Yo-yo dieters usually look at weight loss as a numbers game on the scale as opposed to a lifestyle they can sustain their entire lives.

As a result, they focus on cardio and the numbers dropped on the scale, as opposed to transforming the body through weights (which might make the number on the scale go UP) and nutrition.

But losing that much weight really fast means you have to lower your caloric intake to maintain that weight, and you can only rev it back up through strength training.

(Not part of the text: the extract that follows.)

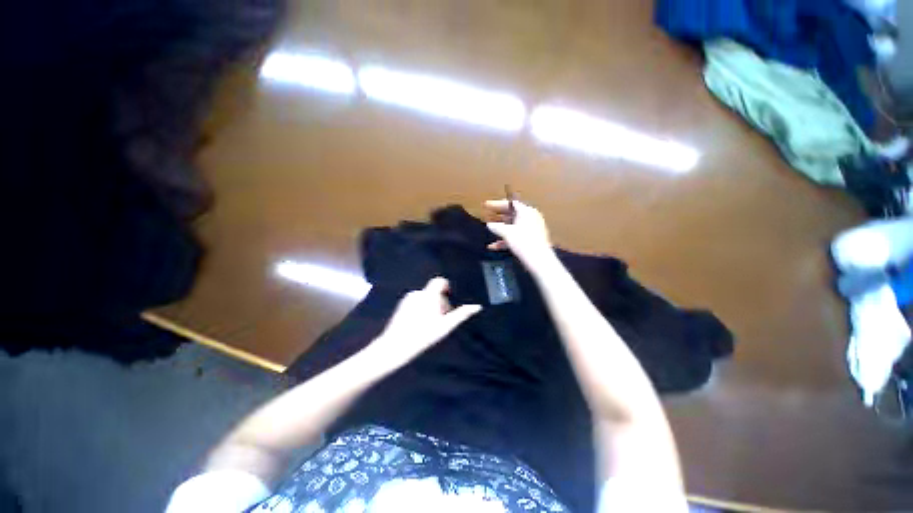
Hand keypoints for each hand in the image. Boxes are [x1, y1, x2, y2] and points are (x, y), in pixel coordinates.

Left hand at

Nutritionist Khushboo Thadani says,

After you complete a strength training workout, for the next 24 to 48 hours, your body will have to work harder than normal in order to repair the muscle tissues that have had stress imposed on them. As a result, your body burns more calories.  Muscle is also highly metabolically active and requires more calories than fat to be maintained.
Your eating plan should be more like a marriage than a one-night stand.

The thing is, if you're used to this pattern, it can be super hard to throw caution to the wind. It might feel so weird to start eating gluten again, or maybe you'll hate weights with a vengeance.

But all hope isn't lost: Thadani has some tips to make sure you rev up your metabolism and get off the yo-yo dieting track for good.

She says,

Direct your energy towards making small changes. Choose two or three areas that are important to you and really focus on them. As you start to notice improvements in your well-being, these changes transition into habits that can last a lifetime. Build on them. In addition, allow yourself some flexibility and recognize not every day is going to be perfect. Just because you miss a workout or eat more cake than you intended, it's not the end of your healthy living journey. Instead, treat the next meal as a fresh opportunity to nourish your body to the highest standards and get back on track to success.

What does this mean? ALLOW YOURSELF SOME CAKE SOMETIMES. It'll keep you on track, and you'll feel so much better if you don't restrict yourself.

As Slayton says,

Your eating plan should be more like a marriage than a one-night stand.

Sounds like a successful long-term relationship to me.